One school we’ve never seen at No. 1 in the Orange County girls basketball top 10 is Fairmont Prep … until this week.

Fairmont Prep is No. 1 in the county girls basketball rankings. It’s the first time a Fairmont Prep team has been on top of any O.C. sports top 10.

The Huskies (11-2) lived up to the ranking Thursday. They beat Brea Olinda, 60-52, in overtime at the Nike Tournament of Champions in Phoenix.

It’s not like Fairmont came out of nowhere to get to No. 1. The Huskies were No. 2 in the ocvarsity.com preseason top 10, behind Brea Olinda, which lost a couple of games recently, including one to No. 4 Sonora.

Last season, the Huskies were placed in the CIF-Southern Section’s elite Open Division. It didn’t go well for them. They lost to eventual finalist Long Beach Poly, 61-13, in the first round and went into the Open Division’s consolation bracket in which they lost to Alemany of Mission Hills, 54-50.

A couple of things to keep in mind about that: Fairmont, a private school in Anaheim, has an enrollment of 519; Poly’s enrollment is 4,470, Alemany’s is 1,328.

Fairmont has won several league championships over the past dozen years, so the program has experienced success. But this could be the best season yet.

“It’s a process,” said Fairmont coach Dave Esparza, in his 14th season as Huskies head coach after serving as an assistant coach for seven years. “We’re adding one or two pieces at a time and getting the student-athlete that wants to get a great education and play competitive basketball.”

Fairmont Prep has scoring balance. Senior Cierra Hall, who signed with UC Davis, is averaging 16 points a game. Another senior, Tristen Rollon, is scoring 13 points a game. Sophomore Ally Yamada has been a solid contributor, too. Esparza said the team will be even stronger once Anjali Ghadi, a junior transfer from Woodbridge who was Pacific Coast League MVP last season, becomes eligible on Jan. 2. (Transfers who do not make a change of address that would make them immediately eligible must sit out the first month of their season of sport before becoming eligible.)

Fairmont is competing against bigger schools, and beating them, too. The Huskies coaches are frequently reminded, though, that Fairmont still is a smaller school.

“We drive the van, we tape the ankles, we get the water,” Esparza said, mentioning some of the duties he is responsible for in addition to coaching the team. “And we love doing it.”

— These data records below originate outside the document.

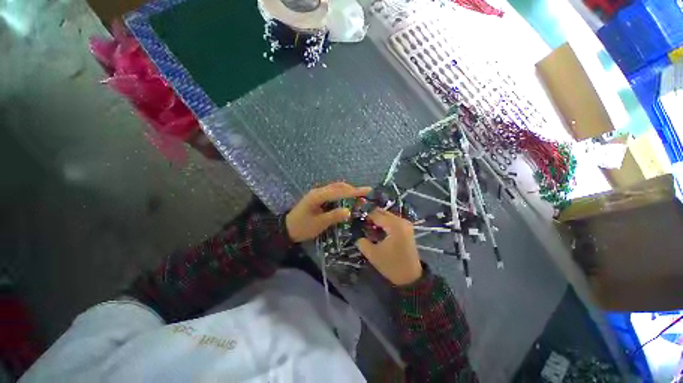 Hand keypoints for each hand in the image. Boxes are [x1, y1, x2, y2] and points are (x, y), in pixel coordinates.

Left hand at [286, 182, 371, 242]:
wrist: (287, 228)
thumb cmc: (302, 227)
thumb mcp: (319, 224)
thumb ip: (334, 216)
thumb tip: (348, 211)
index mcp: (318, 196)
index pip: (339, 191)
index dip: (354, 191)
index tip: (367, 191)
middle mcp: (318, 191)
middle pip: (338, 186)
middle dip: (352, 190)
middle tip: (365, 194)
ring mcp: (318, 193)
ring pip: (336, 188)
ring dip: (348, 191)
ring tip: (359, 197)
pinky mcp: (318, 197)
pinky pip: (332, 192)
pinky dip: (342, 194)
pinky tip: (347, 199)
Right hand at [356, 209, 422, 285]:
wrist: (411, 277)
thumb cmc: (392, 265)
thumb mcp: (373, 254)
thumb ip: (362, 243)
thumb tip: (358, 236)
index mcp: (394, 225)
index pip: (376, 215)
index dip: (365, 217)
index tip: (356, 221)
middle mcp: (401, 221)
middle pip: (383, 212)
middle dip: (372, 216)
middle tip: (363, 224)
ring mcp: (406, 224)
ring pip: (388, 216)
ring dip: (378, 220)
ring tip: (370, 229)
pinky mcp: (407, 229)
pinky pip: (393, 221)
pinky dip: (385, 223)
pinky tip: (379, 231) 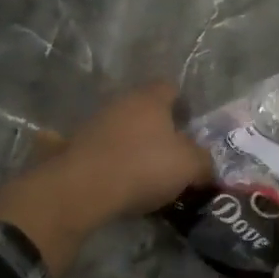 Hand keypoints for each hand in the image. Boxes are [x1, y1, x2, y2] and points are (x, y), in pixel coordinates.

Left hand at [0, 83, 211, 276]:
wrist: (83, 188)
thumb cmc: (144, 166)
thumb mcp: (189, 166)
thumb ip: (203, 161)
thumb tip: (205, 165)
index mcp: (150, 98)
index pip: (171, 88)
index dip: (183, 105)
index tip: (190, 128)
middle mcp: (121, 102)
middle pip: (145, 109)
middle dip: (158, 128)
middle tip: (171, 153)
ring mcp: (93, 122)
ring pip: (122, 128)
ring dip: (133, 144)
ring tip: (145, 172)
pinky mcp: (74, 146)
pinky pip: (102, 149)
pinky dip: (111, 161)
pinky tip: (119, 181) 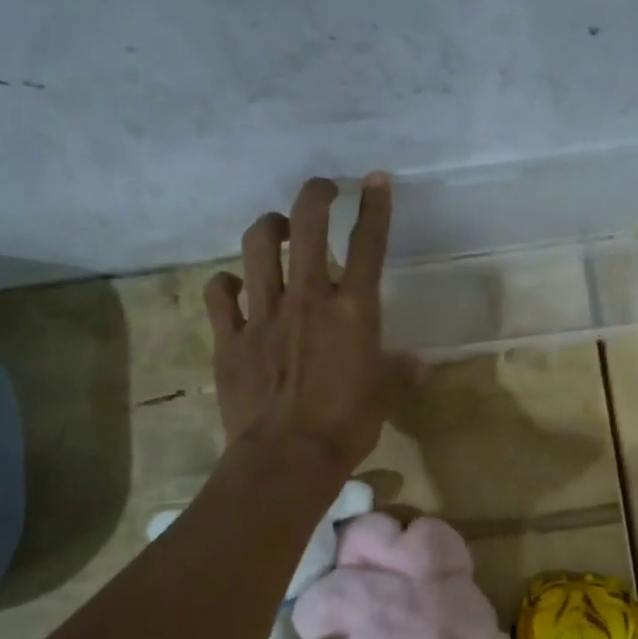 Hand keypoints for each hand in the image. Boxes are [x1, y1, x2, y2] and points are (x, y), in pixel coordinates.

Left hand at [204, 175, 406, 472]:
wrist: (287, 458)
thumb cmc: (346, 428)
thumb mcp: (383, 400)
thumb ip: (399, 374)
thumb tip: (418, 365)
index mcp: (353, 312)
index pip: (368, 245)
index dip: (374, 207)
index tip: (375, 180)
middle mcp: (308, 299)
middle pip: (307, 226)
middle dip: (316, 195)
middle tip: (322, 189)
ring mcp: (263, 314)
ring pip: (257, 247)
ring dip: (269, 228)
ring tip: (277, 230)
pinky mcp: (229, 336)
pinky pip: (219, 293)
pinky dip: (227, 284)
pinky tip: (236, 287)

Taking a look around Orange County high school sports:

• St. John Bosco football assistant coach Mike Crawford has returned to Orange Lutheran as its offensive coordinator. Crawford, who coached running backs at Bosco, previously was head coach at El Dorado. He was a standout receiver at Lutheran in the 1990s.

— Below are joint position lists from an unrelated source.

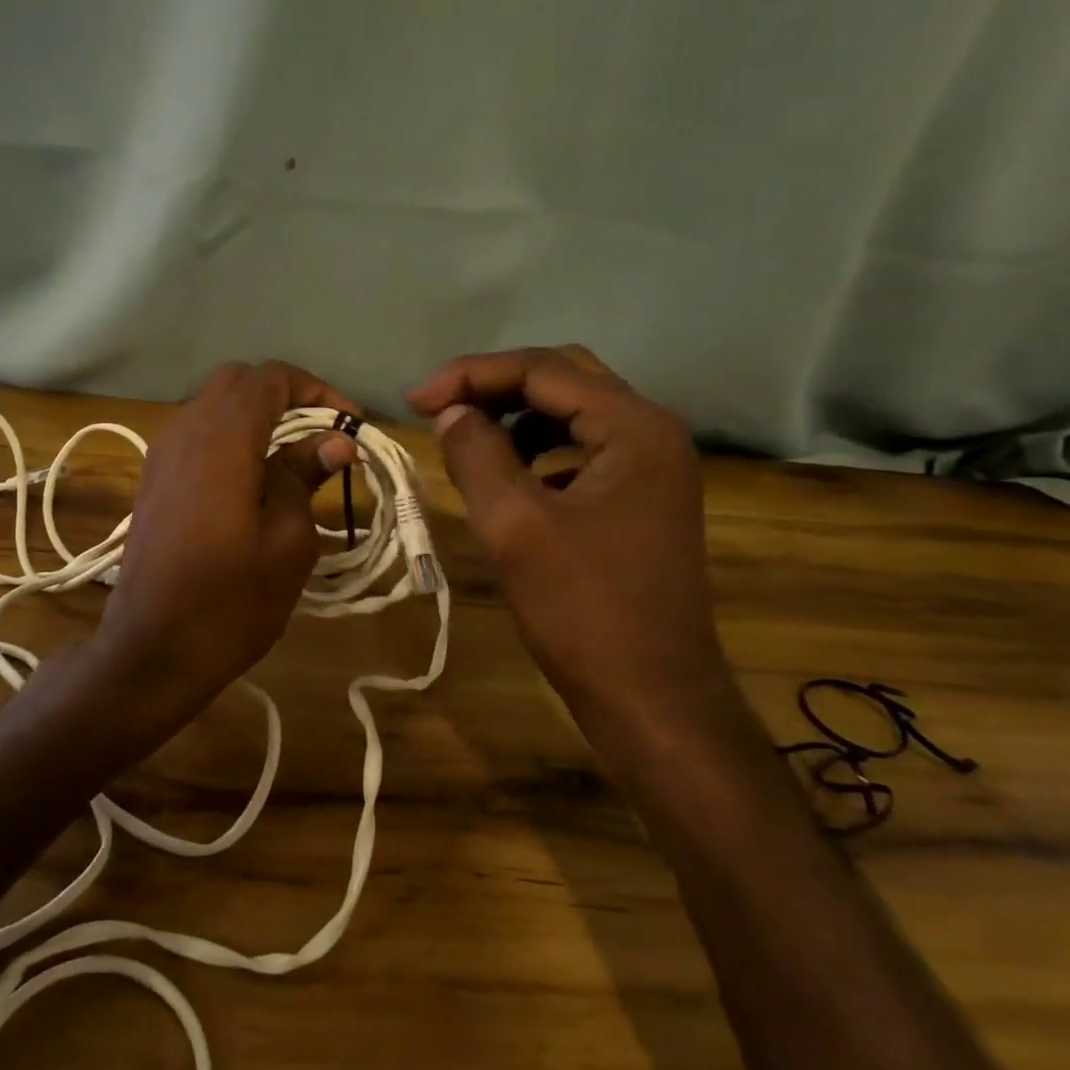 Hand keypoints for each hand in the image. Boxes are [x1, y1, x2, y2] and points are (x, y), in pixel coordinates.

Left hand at [93, 360, 357, 721]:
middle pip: (238, 381)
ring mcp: (161, 454)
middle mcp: (184, 432)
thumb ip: (304, 477)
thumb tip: (335, 440)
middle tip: (323, 436)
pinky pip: (196, 433)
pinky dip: (231, 436)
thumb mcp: (286, 542)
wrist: (150, 651)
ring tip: (295, 457)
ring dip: (256, 416)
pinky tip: (254, 477)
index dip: (317, 391)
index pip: (271, 378)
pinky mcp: (153, 478)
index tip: (349, 427)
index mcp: (221, 441)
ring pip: (213, 404)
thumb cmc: (230, 604)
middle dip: (286, 396)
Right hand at [407, 346, 739, 758]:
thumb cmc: (584, 611)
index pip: (543, 370)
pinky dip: (537, 451)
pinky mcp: (641, 499)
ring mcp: (652, 468)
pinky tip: (507, 478)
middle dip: (494, 388)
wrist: (652, 698)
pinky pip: (581, 451)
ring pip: (572, 415)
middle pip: (563, 381)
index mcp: (634, 427)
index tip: (416, 402)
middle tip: (438, 410)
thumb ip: (477, 454)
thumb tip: (452, 413)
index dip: (472, 375)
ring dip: (515, 418)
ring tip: (466, 441)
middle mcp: (653, 433)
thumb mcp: (514, 525) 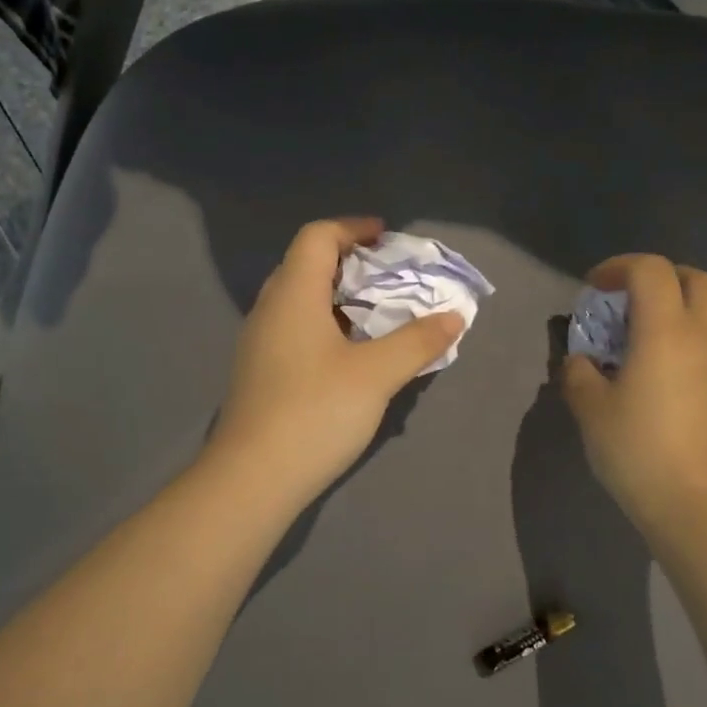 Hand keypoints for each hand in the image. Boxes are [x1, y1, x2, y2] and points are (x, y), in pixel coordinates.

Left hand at [204, 218, 464, 507]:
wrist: (253, 478)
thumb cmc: (315, 412)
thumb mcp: (376, 374)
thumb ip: (417, 341)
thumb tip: (454, 316)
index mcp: (293, 294)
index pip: (317, 236)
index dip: (353, 228)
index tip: (387, 238)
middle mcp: (270, 309)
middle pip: (306, 264)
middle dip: (350, 262)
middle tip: (389, 276)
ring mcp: (260, 342)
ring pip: (300, 299)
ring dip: (338, 296)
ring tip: (378, 313)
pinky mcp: (260, 372)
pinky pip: (295, 328)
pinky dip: (326, 324)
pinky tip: (351, 354)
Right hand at [561, 254, 706, 540]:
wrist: (697, 505)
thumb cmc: (638, 451)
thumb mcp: (590, 410)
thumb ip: (579, 374)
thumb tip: (581, 361)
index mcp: (666, 331)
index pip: (650, 271)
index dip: (618, 267)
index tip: (594, 288)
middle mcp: (705, 335)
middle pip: (697, 278)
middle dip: (661, 276)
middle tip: (630, 299)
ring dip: (688, 301)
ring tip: (656, 327)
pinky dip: (699, 331)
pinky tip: (672, 363) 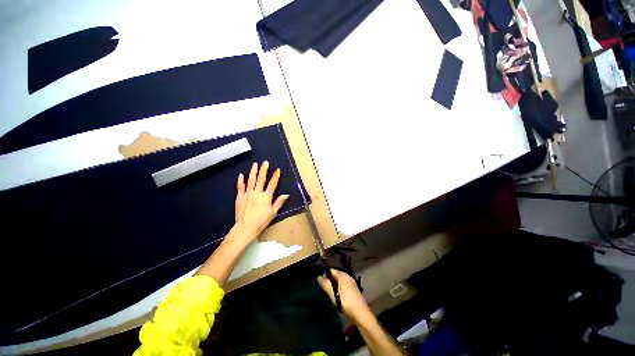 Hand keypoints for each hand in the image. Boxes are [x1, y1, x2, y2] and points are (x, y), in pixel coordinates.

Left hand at [234, 161, 288, 238]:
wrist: (245, 227)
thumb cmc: (261, 221)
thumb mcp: (273, 212)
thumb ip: (279, 202)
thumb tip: (286, 195)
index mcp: (266, 196)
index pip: (272, 184)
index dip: (275, 176)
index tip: (278, 170)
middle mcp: (257, 192)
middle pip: (261, 179)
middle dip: (264, 170)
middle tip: (265, 162)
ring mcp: (247, 194)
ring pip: (251, 180)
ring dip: (253, 171)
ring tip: (255, 164)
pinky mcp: (240, 197)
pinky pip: (240, 187)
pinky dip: (241, 180)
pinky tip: (241, 175)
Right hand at [318, 269, 370, 321]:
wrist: (361, 314)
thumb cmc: (346, 303)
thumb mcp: (333, 294)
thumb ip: (326, 285)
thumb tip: (318, 276)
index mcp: (343, 275)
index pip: (331, 270)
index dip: (324, 273)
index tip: (318, 279)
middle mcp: (348, 276)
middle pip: (336, 274)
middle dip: (329, 279)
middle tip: (322, 286)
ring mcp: (352, 283)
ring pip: (340, 280)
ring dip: (334, 284)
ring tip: (327, 291)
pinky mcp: (353, 289)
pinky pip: (343, 284)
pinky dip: (339, 287)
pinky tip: (336, 294)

• San Clemente’s football team finished second, behind Mission Viejo, in the South Coast League and went on to win CIF section and state championships. That happened to Santa Margarita, too, in 2011, when the Eagles finished second to Servite in the Trinity League then won CIF section and state championships.

• Mater Dei beat Santa Margarita in 2011. Mater Dei beat a state champion this year, too, when the Monarchs defeated CIF State Open Division champion St. John Bosco in a Trinity League game in October.

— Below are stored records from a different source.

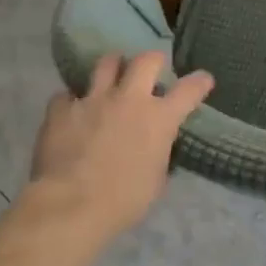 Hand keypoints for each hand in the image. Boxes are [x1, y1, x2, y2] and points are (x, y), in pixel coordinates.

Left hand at [29, 52, 214, 240]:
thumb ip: (158, 153)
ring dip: (113, 68)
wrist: (71, 206)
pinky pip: (67, 95)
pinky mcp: (61, 109)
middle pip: (146, 60)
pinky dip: (72, 102)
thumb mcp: (156, 180)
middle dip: (153, 60)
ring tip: (112, 77)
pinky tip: (72, 112)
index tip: (203, 80)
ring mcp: (93, 100)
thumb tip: (155, 147)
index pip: (189, 89)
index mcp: (160, 119)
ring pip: (106, 63)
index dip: (199, 82)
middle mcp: (129, 99)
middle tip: (152, 68)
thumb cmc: (124, 201) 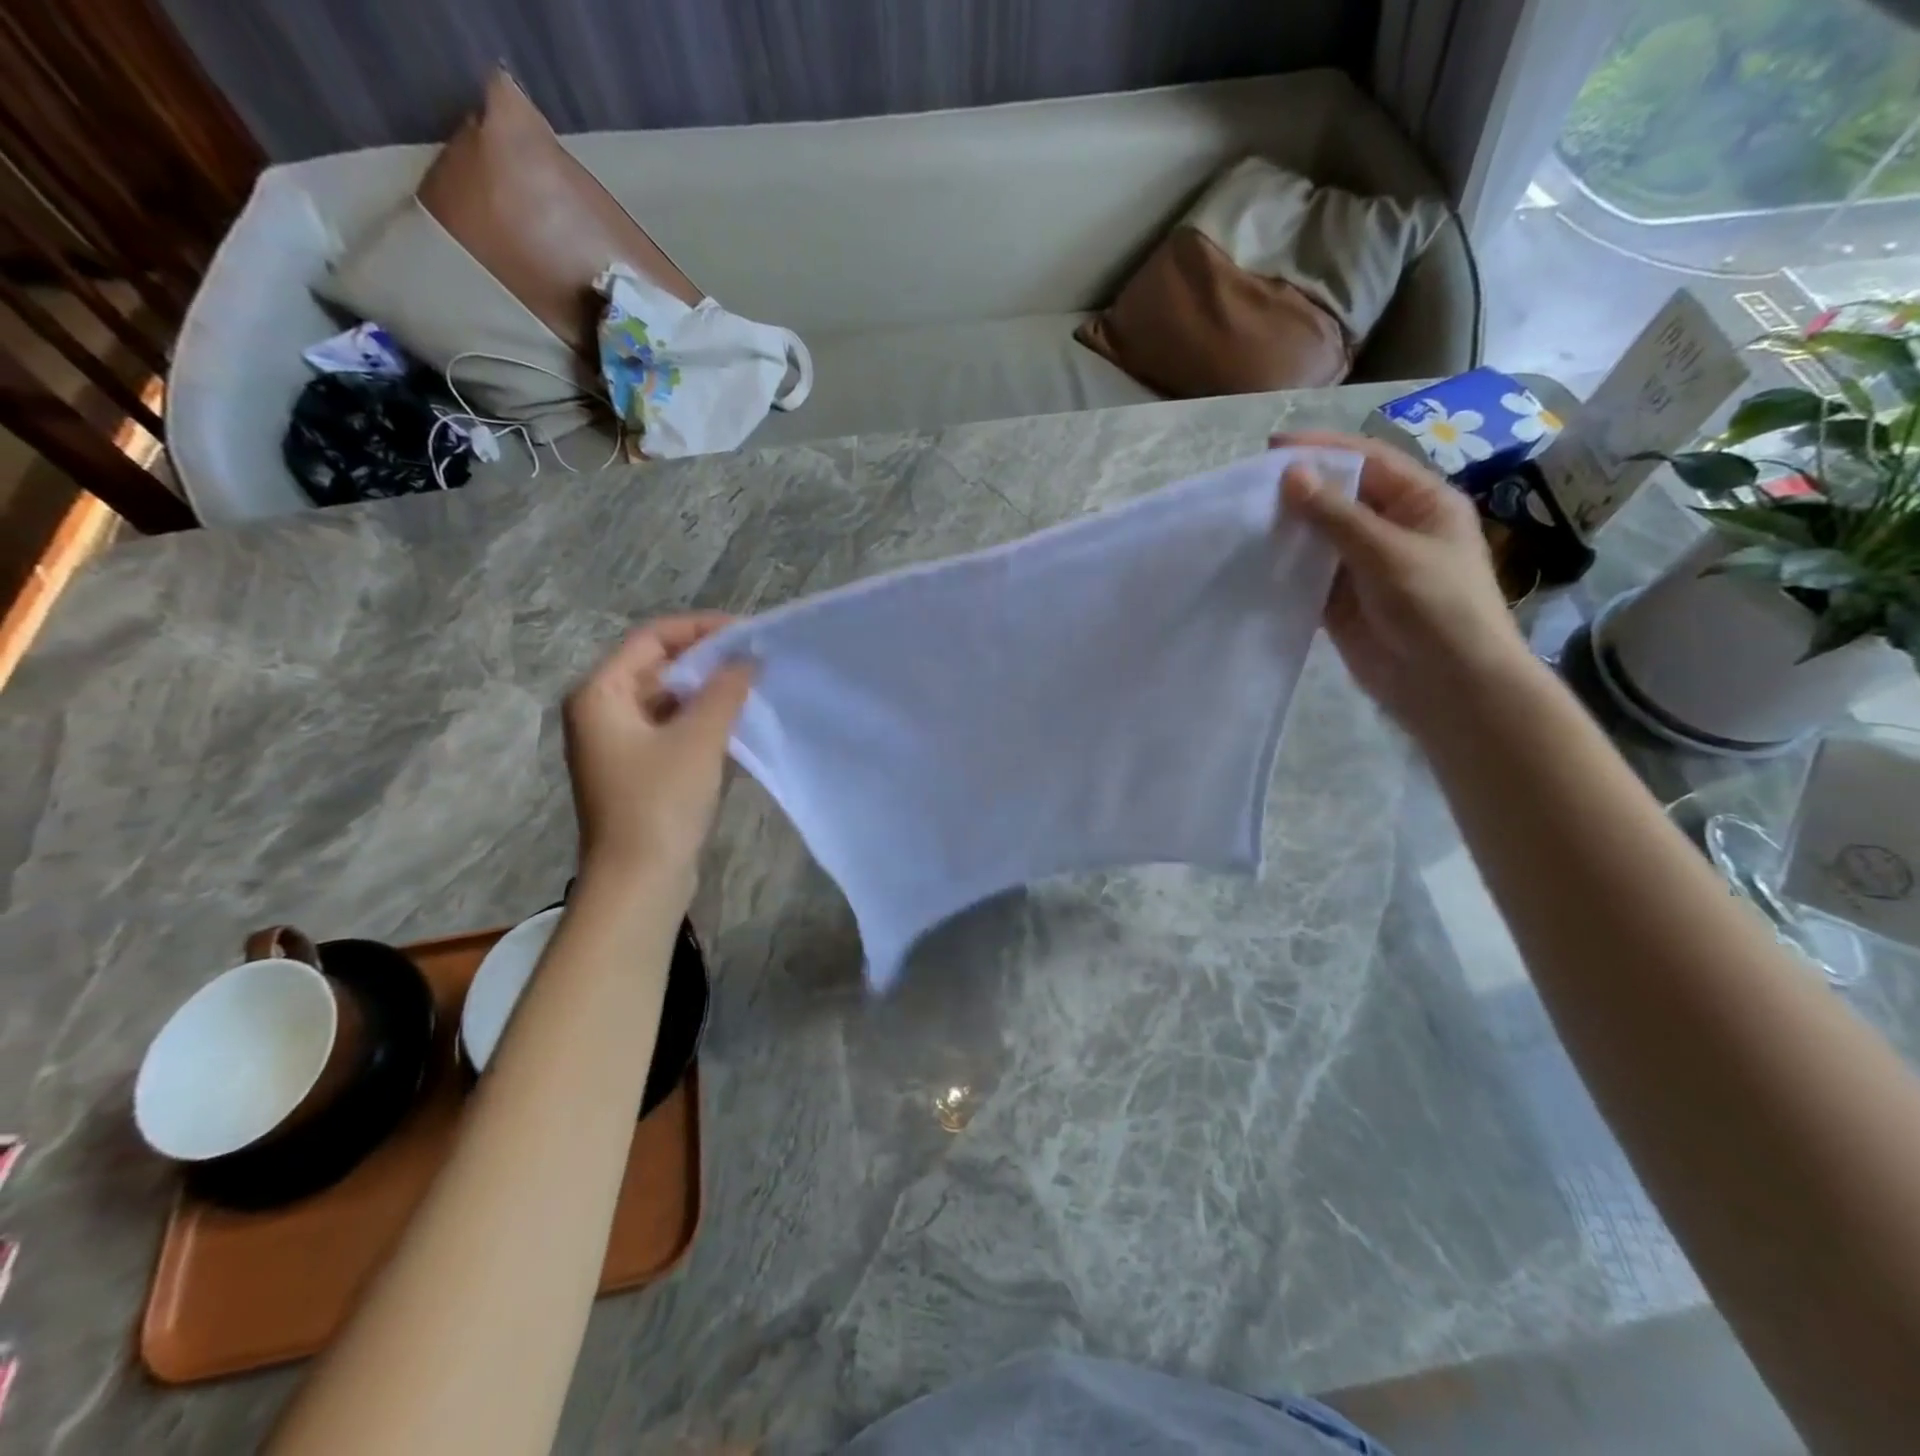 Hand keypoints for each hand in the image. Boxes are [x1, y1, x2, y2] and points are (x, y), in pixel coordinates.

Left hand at [562, 614, 753, 894]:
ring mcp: (617, 743)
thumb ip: (725, 690)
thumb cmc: (660, 802)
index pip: (652, 638)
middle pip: (657, 666)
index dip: (700, 629)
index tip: (747, 632)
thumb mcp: (698, 739)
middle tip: (757, 659)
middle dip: (707, 660)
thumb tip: (748, 657)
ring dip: (707, 691)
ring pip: (666, 698)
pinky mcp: (636, 769)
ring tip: (754, 686)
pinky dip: (700, 720)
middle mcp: (601, 711)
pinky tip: (736, 721)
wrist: (638, 881)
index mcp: (600, 693)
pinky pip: (670, 728)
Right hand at [1271, 430, 1529, 737]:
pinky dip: (1285, 568)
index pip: (1367, 462)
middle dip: (1300, 489)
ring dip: (1288, 529)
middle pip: (1340, 497)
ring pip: (1320, 537)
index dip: (1322, 450)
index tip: (1272, 447)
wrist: (1446, 684)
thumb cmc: (1434, 607)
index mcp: (1420, 503)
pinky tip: (1254, 561)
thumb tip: (1290, 474)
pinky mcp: (1342, 602)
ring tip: (1243, 520)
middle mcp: (1392, 528)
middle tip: (1249, 486)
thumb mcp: (1387, 552)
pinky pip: (1309, 575)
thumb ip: (1336, 515)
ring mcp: (1365, 567)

• That one-town-one-team stuff that San Clemente pushes is legit. The city’s victory parade for the team on Wednesday proves it.

• The CIF-SS office had the right teams in the right divisions, for the most part. There will never be a perfect season in which every team is in the correct division.

• The Register’s All-Orange County football team will be posted at ocvarsity.com Friday evening and in the OC Varsity section that is part of the Register print edition on Saturday.

• The Sunset League has experienced some turnover in its football coaching ranks in recent seasons, making Marina’s Jeff Turley second in seniority when he coaches the Vikings for his fourth season in 2017. Newport Harbor’s Jeff Brinkley is the leader. The ’17 season will be his 32nd coaching the Sailors.

• The Sunset/Trinity Baseball Challenge returns for a second year in January and February. The games are in the offseason, so they won’t count on the teams’ 2017 records. The games: Santa Margarita at Los Alamitos, Jan 21, 10 a.m.; Servite at Fountain Valley, Jan, 21, 10 a.m.; St. John Bosco at Huntington Beach, Jan. 27, 3 p.m.; Orange Lutheran at Edison, Feb. 1, 3 p.m.; Mater Dei at Newport Harbor, Feb. 4, 1 p.m.; and Marina at JSerra, Feb. 15, 5:30 p.m.